==== TASK DATA

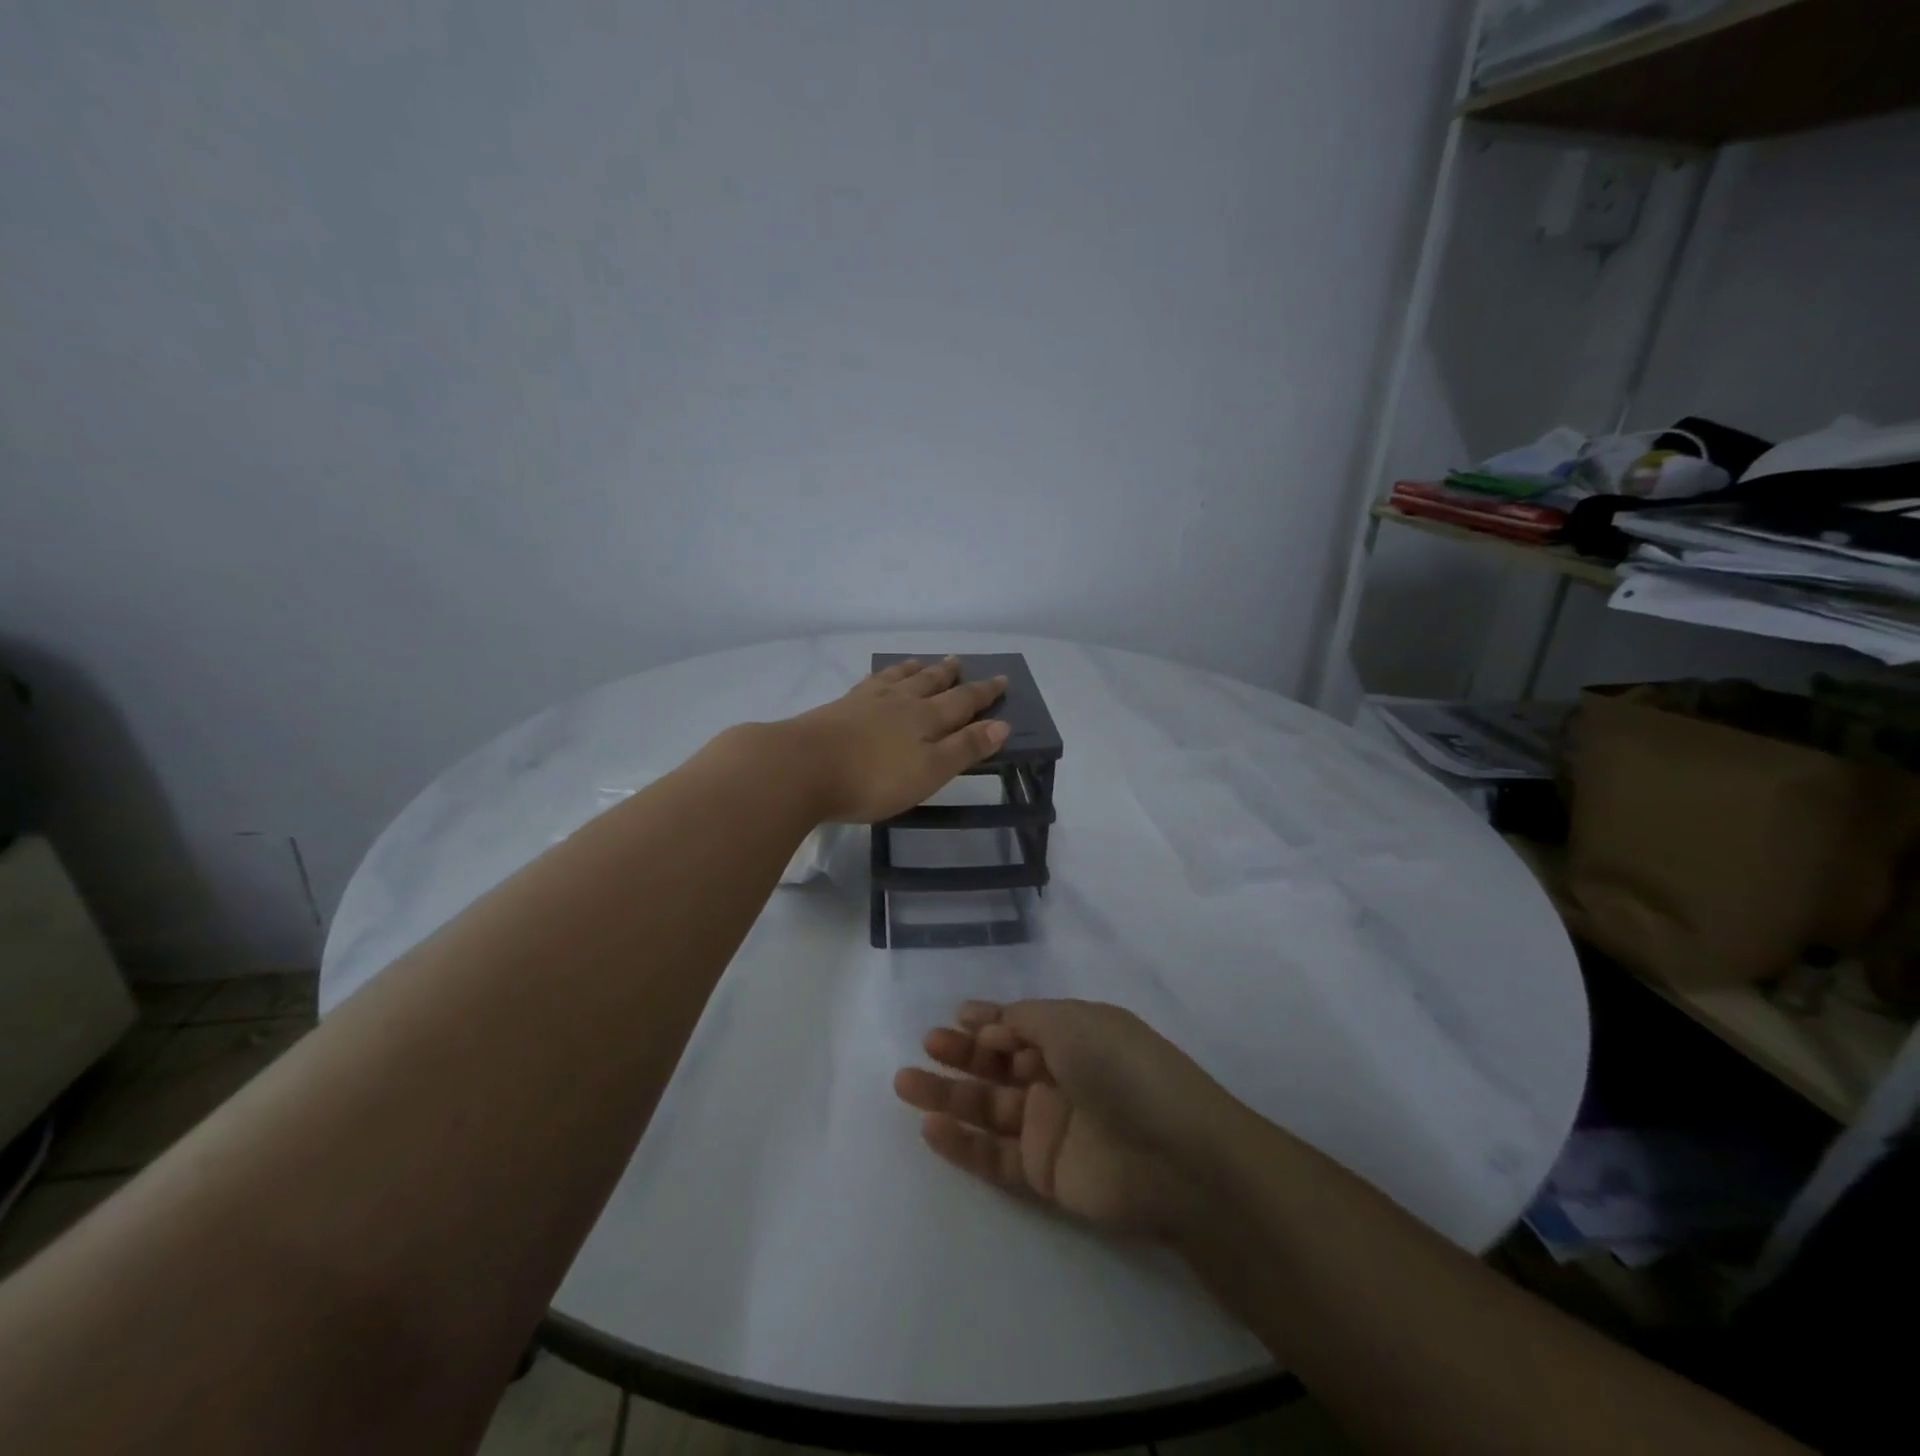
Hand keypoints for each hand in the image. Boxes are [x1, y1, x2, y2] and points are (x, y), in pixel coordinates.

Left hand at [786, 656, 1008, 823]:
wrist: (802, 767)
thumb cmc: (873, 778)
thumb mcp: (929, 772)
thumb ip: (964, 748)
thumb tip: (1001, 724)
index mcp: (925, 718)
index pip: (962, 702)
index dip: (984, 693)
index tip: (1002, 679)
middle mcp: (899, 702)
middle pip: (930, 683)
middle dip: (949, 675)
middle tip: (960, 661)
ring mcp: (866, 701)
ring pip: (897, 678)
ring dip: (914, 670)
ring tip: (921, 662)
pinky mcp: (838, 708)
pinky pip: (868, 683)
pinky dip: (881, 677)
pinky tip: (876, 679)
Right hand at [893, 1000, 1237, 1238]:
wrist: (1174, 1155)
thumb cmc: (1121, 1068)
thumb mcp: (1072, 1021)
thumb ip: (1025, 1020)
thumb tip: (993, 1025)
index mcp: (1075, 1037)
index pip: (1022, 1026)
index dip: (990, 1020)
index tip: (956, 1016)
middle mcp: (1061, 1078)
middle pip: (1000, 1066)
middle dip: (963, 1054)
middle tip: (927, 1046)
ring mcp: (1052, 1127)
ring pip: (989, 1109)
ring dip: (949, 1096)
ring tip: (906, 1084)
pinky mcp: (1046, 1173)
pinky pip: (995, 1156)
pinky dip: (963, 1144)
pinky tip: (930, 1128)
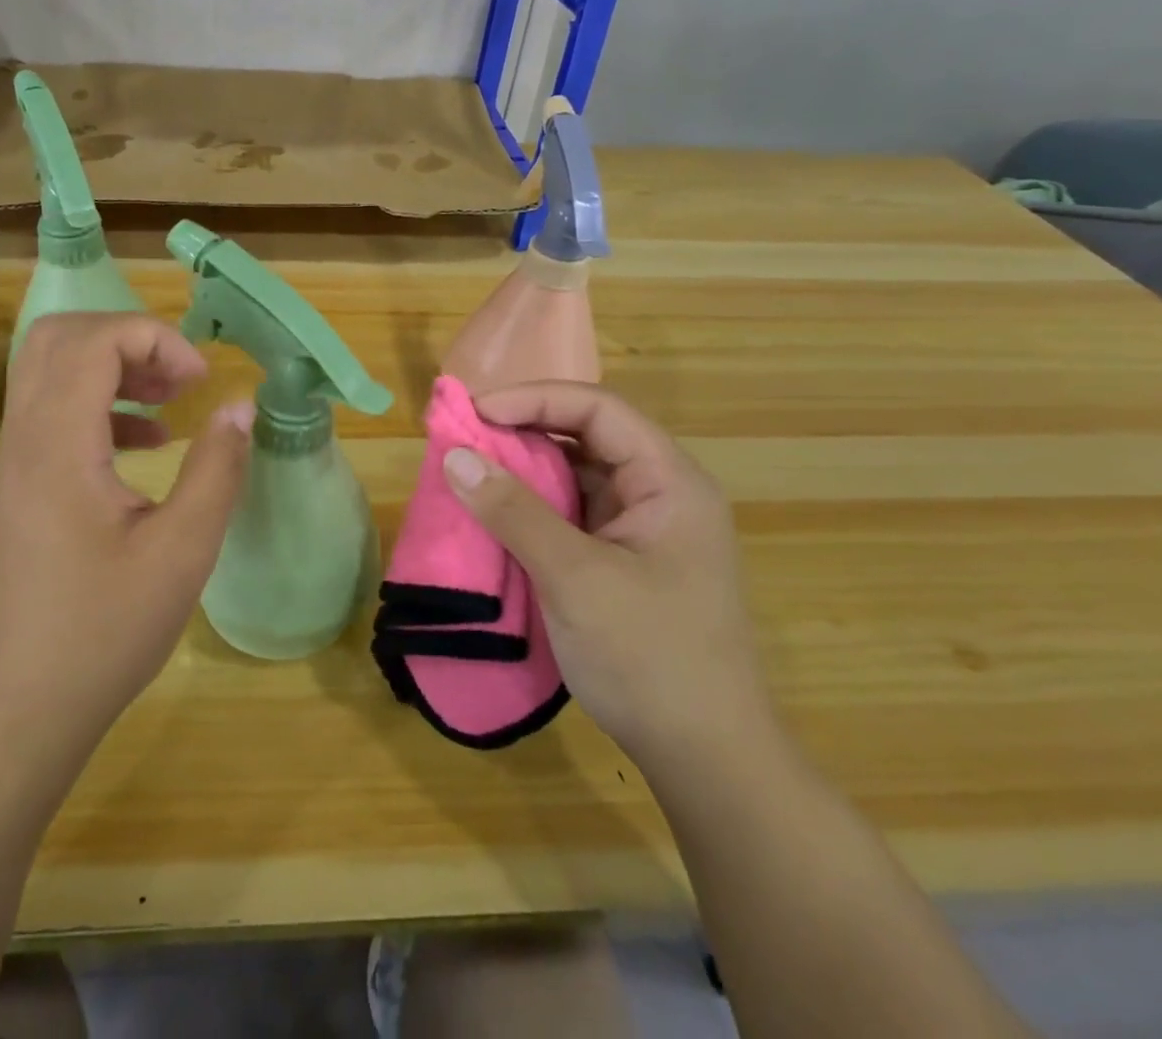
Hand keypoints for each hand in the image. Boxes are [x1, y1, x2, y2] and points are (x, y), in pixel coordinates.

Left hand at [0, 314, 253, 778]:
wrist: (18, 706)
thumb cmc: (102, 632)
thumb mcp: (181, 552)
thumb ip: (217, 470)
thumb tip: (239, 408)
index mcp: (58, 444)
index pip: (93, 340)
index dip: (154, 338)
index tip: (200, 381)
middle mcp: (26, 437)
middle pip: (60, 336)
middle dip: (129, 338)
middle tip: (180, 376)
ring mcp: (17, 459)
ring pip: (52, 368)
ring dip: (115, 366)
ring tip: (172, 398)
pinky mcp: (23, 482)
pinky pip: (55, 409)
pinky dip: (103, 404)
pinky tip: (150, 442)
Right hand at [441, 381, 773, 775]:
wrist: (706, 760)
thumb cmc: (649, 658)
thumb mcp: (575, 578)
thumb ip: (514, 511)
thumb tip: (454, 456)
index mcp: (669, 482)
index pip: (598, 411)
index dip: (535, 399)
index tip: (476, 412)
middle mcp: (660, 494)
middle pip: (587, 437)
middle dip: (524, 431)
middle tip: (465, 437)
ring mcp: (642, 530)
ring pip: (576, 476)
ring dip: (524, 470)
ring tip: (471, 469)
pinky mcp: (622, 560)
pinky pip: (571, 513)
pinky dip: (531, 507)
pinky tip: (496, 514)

========

TASK OBJECTIVE -
There is a line with "ring tip: (172, 398)" and a line with "index tip: (476, 412)" above. Copy exactly those two lines and all lines between them, with nothing else.

RESULT OF THIS TASK -
ring tip: (172, 398)
pinky mcp: (23, 482)
pinky pip: (55, 409)
pinky dip: (103, 404)
pinky tip: (150, 442)
Right hand at [441, 381, 773, 775]:
wrist: (706, 760)
thumb cmc: (649, 658)
thumb mcp: (575, 578)
thumb ip: (514, 511)
thumb tip: (454, 456)
index mcp: (669, 482)
index pip: (598, 411)
index dip: (535, 399)
index tip: (476, 412)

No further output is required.